City amends computer procedures and ethics policy to add AI, annual cybersecurity training and password management

2138549 · January 21, 2025

Loading...

AI-Generated Content: All content on this page was generated by AI to highlight key points from the meeting. For complete details and context, we recommend watching the full video. so we can fix them.

Summary

Bowling Green commissioners approved revisions to the city’s computer procedures and ethics policy on Jan. 21 adding sections on personally identifiable information, security-camera footage, artificial intelligence, annual cybersecurity awareness training and a password management system.

The Bowling Green Board of Commission on Jan. 21 approved revisions to the city’s computer procedures and ethics policy that add sections on personally identifiable information, security-camera footage and artificial intelligence, and require annual cybersecurity training and rollout of a password management system.

City Manager Jeff Meisel summarized the changes and asked Danita (city IT staff) to explain technical details. "We're requiring employees to take that cybersecurity awareness training," Meisel said, noting the city is under regular cyberattack attempts. Meisel said the city is also implementing a password-management tool and expanding two-factor (Duo Mobile) authentication for city devices.

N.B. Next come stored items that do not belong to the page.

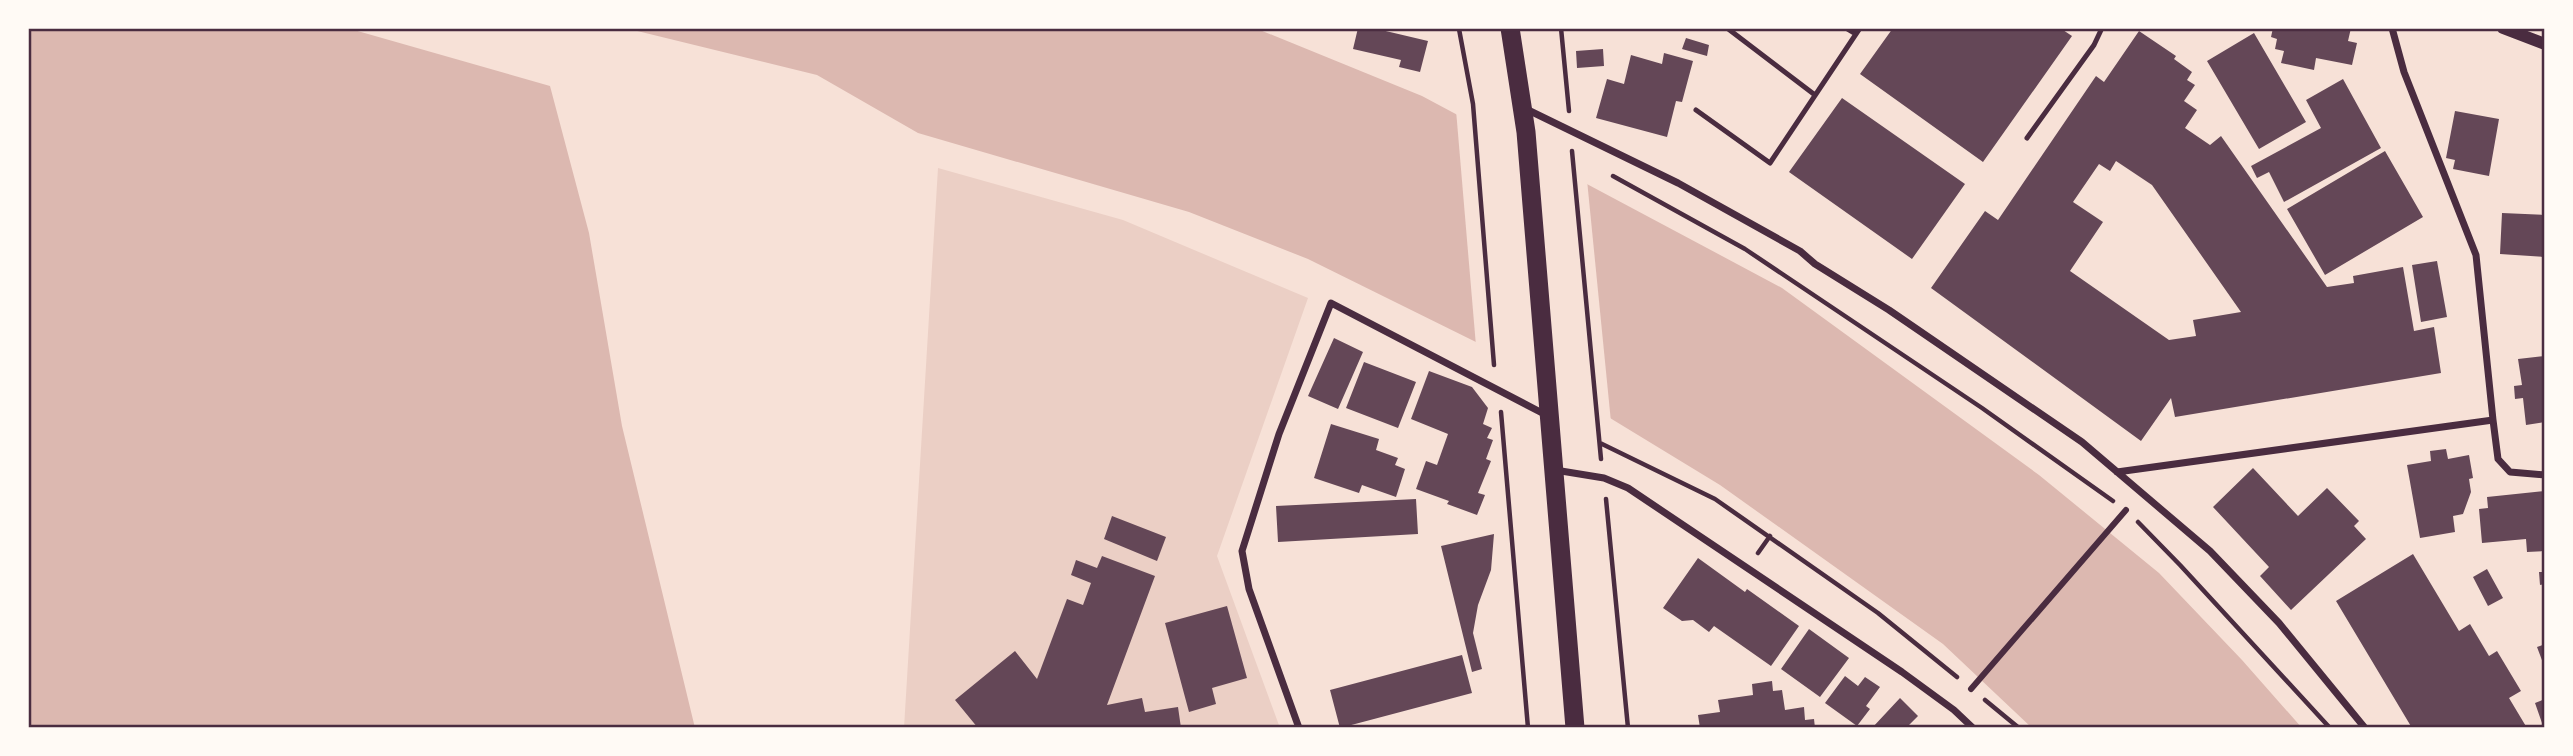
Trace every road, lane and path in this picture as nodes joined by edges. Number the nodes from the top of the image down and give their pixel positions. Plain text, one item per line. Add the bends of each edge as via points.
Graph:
1 (1460, 28) edge
2 (1510, 28) edge
3 (1561, 28) edge
4 (1727, 28) edge
5 (1846, 28) edge
6 (1860, 28) edge
7 (2102, 28) edge
8 (2392, 28) edge
9 (2503, 28) edge
10 (1856, 34) junction
11 (2545, 44) edge
12 (1815, 95) junction
13 (1522, 107) junction
14 (1696, 110) dead end
15 (1571, 130) junction
16 (2027, 138) dead end
17 (1611, 148) junction
18 (1499, 390) junction
19 (1549, 407) junction
20 (2493, 420) junction
21 (1599, 443) junction
22 (1553, 470) junction
23 (2117, 472) junction
24 (2545, 475) edge
25 (1604, 478) junction
26 (2126, 510) junction
27 (1973, 687) junction
28 (1299, 728) edge
29 (1528, 728) edge
30 (1575, 728) edge
31 (1628, 728) edge
32 (1973, 728) edge
33 (2020, 728) edge
34 (2330, 728) edge
35 (2365, 728) edge

1 - 18 path via 1473,104
2 - 13 highway
3 - 15 path
4 - 12 lane
5 - 10 lane
6 - 10 lane
7 - 16 lane
8 - 20 street via 2404,72 2476,255
9 - 11 street
10 - 12 lane
12 - 14 lane via 1770,163
13 - 15 street
13 - 19 highway
15 - 17 street
15 - 21 path
17 - 23 street via 1800,251 2071,435
17 - 26 path via 1606,172 1745,249
18 - 19 street
18 - 28 street via 1331,303 1279,434 1242,551 1249,589
18 - 29 path
19 - 22 highway
20 - 23 street
20 - 24 street via 2498,459 2510,472
21 - 25 path
21 - 27 path via 1715,499
22 - 25 street
22 - 30 highway
23 - 35 street via 2218,560 2279,623
25 - 31 path
25 - 32 street via 1628,488 1891,665
26 - 27 street
26 - 34 path
27 - 33 path

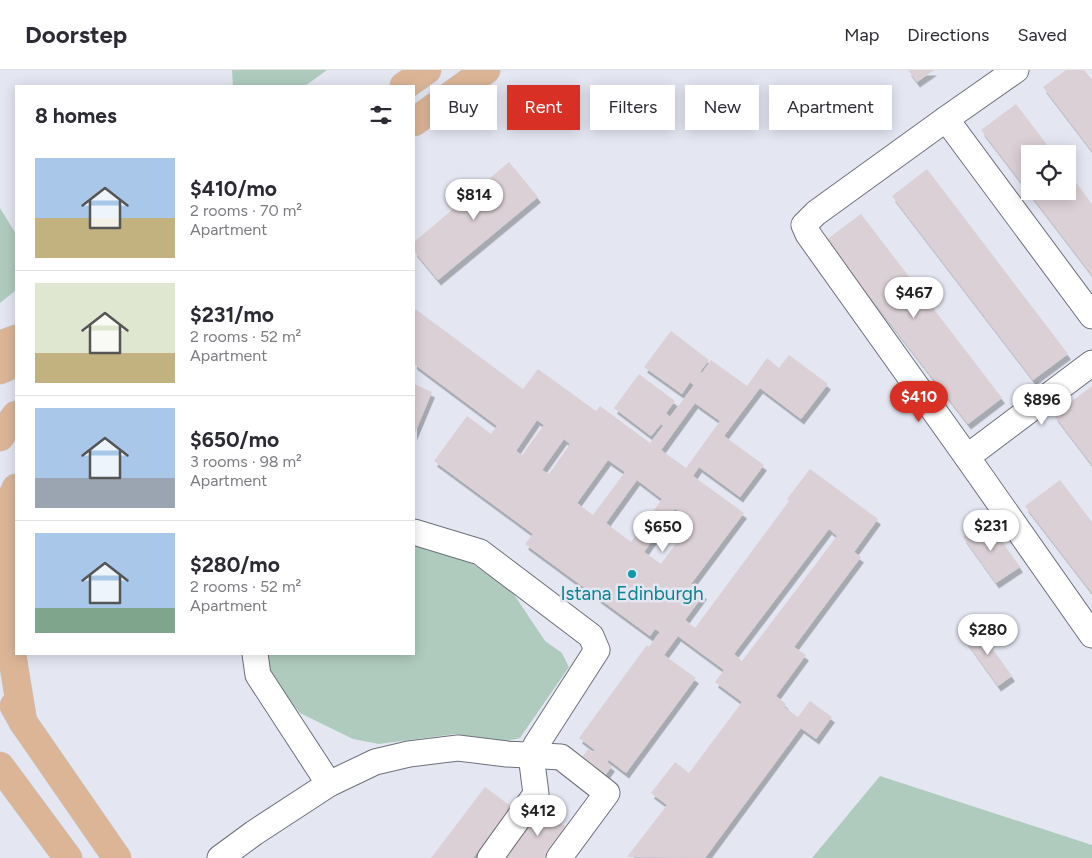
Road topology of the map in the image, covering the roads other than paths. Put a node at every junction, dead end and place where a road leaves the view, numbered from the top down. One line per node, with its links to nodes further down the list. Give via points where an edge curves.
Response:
1 (426, 70): 4 (main road)
2 (486, 70): 6 (main road)
3 (1016, 70): 5 (street)
4 (405, 85)
5 (946, 118): 7 (street); 15 (street, via 804,225)
6 (415, 121)
7 (1092, 316)
8 (15, 339): 9 (main road)
9 (0, 345)
10 (15, 362): 12 (main road)
11 (1092, 363): 15 (street)
12 (0, 370)
13 (15, 416): 14 (main road)
14 (0, 437)
15 (967, 457): 18 (street)
16 (15, 490): 21 (main road, via 6,510 2,594)
17 (415, 532): 22 (street, via 480,552 591,636 597,650)
18 (1092, 635)
19 (255, 655): 24 (street, via 258,675)
20 (0, 678): 21 (main road)
21 (23, 722): 26 (main road)
22 (531, 755): 24 (street, via 458,748 409,754 375,762); 28 (street, via 536,794); 29 (street, via 561,757 607,793)
23 (0, 766): 25 (main road)
24 (329, 784): 27 (street)
25 (68, 858)
26 (117, 858)
27 (220, 858)
28 (490, 858)
29 (559, 858)

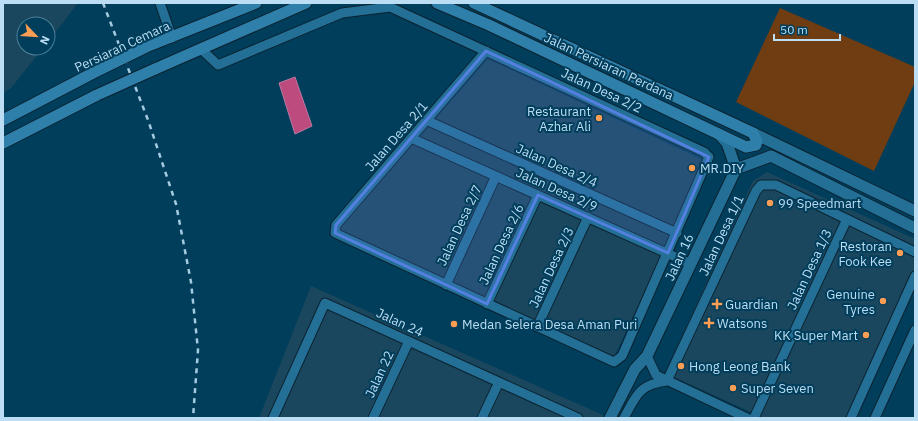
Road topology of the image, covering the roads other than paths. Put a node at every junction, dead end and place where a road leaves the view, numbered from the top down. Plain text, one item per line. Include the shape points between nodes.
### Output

Danita said the revisions cover email, text messages, social-media contact and other social-engineering channels and that annual web-based training will be used to educate staff about evolving methods such as AI impersonation, voice cloning and visual deepfakes. "A lot of the protection that we put in place, they are designing new ways around that," Danita said, adding that security incidents sometimes require days or weeks of investigative work.

Commissioners asked whether training is web-based (Danita said yes) and raised operational concerns about balancing security with staff efficiency. Danita said strengthening defenses is a continuing effort and that the city must weigh usability against protection.

City staff recommended the revision package for approval; commissioners voted to adopt the changes during the Jan. 21 meeting.